*** Opening DATA SUPPLIED ***
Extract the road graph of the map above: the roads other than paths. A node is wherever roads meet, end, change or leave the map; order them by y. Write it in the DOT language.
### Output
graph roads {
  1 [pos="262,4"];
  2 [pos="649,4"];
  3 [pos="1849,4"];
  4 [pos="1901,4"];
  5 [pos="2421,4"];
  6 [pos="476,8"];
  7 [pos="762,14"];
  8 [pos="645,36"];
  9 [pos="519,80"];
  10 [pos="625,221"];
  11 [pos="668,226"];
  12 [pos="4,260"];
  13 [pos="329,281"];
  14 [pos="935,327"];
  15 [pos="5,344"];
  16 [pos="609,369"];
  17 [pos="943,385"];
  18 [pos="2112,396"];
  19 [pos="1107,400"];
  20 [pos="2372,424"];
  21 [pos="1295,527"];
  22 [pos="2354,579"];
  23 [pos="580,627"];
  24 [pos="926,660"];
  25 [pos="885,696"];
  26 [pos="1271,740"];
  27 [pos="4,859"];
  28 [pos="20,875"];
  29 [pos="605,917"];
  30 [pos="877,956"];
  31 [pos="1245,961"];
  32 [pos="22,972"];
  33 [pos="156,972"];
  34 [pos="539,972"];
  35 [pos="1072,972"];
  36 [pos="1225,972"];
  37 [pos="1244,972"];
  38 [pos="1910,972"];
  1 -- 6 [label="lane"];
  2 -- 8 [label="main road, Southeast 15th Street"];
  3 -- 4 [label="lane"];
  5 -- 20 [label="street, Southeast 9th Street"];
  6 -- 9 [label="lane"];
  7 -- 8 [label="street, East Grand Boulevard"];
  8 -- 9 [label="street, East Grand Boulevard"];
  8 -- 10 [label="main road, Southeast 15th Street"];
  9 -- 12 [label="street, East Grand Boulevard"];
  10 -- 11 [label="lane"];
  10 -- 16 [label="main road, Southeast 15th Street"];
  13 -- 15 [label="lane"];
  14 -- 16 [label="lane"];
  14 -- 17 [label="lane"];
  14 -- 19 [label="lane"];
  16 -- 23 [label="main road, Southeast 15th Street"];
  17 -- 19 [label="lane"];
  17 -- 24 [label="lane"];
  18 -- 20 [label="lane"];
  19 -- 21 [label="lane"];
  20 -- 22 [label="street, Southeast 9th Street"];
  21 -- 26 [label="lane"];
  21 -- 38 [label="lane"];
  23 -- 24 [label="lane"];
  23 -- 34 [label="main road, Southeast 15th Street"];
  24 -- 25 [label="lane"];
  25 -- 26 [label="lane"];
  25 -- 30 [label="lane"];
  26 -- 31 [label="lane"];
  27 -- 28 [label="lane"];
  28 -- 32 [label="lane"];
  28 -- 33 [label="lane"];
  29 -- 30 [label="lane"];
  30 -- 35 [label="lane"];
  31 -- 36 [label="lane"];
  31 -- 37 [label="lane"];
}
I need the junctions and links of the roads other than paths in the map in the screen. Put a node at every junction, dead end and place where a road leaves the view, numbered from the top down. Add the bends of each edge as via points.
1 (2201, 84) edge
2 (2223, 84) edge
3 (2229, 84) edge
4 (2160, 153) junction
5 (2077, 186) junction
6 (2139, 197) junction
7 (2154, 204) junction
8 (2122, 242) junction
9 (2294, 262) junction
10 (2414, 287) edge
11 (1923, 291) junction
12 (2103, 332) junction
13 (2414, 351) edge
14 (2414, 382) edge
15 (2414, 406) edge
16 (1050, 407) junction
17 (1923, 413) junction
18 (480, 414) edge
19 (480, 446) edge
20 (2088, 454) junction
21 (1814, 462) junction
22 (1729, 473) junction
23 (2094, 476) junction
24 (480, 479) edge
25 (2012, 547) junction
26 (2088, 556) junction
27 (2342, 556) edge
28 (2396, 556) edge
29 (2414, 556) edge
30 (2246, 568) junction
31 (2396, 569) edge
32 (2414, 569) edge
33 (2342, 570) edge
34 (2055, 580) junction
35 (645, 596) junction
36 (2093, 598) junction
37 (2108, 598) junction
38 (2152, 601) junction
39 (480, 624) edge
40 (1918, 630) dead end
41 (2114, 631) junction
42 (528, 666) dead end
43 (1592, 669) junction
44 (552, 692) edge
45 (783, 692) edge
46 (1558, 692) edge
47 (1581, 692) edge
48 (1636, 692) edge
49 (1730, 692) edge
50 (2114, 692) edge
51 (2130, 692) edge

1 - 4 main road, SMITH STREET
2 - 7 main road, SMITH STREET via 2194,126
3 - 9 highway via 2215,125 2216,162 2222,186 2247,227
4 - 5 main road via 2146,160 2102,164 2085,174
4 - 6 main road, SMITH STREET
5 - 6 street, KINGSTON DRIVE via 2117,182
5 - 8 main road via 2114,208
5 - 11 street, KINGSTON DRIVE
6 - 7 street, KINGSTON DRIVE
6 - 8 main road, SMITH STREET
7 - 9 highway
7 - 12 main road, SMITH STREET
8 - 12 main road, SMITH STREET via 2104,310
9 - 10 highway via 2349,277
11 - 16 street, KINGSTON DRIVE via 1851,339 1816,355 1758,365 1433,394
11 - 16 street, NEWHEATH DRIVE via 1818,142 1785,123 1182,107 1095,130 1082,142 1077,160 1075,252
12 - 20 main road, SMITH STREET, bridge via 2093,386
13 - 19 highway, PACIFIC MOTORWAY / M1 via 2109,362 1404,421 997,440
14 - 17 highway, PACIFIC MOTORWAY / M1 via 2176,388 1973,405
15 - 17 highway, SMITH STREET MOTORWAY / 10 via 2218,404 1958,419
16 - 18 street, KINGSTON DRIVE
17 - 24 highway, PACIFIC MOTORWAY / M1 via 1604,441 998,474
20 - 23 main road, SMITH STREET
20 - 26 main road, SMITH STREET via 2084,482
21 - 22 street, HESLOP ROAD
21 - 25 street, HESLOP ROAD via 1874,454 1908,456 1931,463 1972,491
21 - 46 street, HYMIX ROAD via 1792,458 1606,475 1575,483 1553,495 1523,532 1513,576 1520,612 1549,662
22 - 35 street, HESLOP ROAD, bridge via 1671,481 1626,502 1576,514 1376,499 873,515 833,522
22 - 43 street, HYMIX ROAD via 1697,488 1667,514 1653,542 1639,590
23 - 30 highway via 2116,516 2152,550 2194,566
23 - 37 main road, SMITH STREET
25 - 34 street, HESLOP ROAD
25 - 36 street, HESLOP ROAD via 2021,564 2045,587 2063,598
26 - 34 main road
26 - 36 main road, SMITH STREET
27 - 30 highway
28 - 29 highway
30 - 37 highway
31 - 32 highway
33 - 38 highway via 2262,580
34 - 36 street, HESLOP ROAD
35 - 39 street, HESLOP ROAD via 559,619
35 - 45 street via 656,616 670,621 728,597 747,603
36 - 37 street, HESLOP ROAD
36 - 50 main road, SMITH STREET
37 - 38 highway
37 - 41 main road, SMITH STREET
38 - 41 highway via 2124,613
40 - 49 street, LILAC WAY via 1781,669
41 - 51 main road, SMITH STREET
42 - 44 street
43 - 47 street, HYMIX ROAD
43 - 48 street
*** Closing DATA SUPPLIED ***
§ TASK DESCRIPTION
From the records above, copy every line that includes the word "than".

§ ANSWER TO THE PROBLEM
Extract the road graph of the map above: the roads other than paths. A node is wherever roads meet, end, change or leave the map; order them by y. Write it in the DOT language.
I need the junctions and links of the roads other than paths in the map in the screen. Put a node at every junction, dead end and place where a road leaves the view, numbered from the top down. Add the bends of each edge as via points.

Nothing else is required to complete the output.